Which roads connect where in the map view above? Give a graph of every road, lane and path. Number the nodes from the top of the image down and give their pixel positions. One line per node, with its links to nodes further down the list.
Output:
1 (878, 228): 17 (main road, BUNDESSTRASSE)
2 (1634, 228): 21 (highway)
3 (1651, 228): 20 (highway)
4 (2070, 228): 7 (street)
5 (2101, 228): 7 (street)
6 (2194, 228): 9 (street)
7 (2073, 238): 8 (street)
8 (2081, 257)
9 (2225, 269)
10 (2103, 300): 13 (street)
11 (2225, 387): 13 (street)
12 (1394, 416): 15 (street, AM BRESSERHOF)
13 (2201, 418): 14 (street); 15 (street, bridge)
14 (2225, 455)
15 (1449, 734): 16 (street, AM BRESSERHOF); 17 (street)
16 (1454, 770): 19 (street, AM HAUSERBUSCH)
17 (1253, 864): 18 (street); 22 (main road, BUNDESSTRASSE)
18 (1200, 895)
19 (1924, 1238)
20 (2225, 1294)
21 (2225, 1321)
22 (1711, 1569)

- **Work instruction**
An exact copy of all the material is what is needed.

- **Expected answer**
Which roads connect where in the map view above? Give a graph of every road, lane and path. Number the nodes from the top of the image down and give their pixel positions. One line per node, with its links to nodes further down the list.
Output:
1 (878, 228): 17 (main road, BUNDESSTRASSE)
2 (1634, 228): 21 (highway)
3 (1651, 228): 20 (highway)
4 (2070, 228): 7 (street)
5 (2101, 228): 7 (street)
6 (2194, 228): 9 (street)
7 (2073, 238): 8 (street)
8 (2081, 257)
9 (2225, 269)
10 (2103, 300): 13 (street)
11 (2225, 387): 13 (street)
12 (1394, 416): 15 (street, AM BRESSERHOF)
13 (2201, 418): 14 (street); 15 (street, bridge)
14 (2225, 455)
15 (1449, 734): 16 (street, AM BRESSERHOF); 17 (street)
16 (1454, 770): 19 (street, AM HAUSERBUSCH)
17 (1253, 864): 18 (street); 22 (main road, BUNDESSTRASSE)
18 (1200, 895)
19 (1924, 1238)
20 (2225, 1294)
21 (2225, 1321)
22 (1711, 1569)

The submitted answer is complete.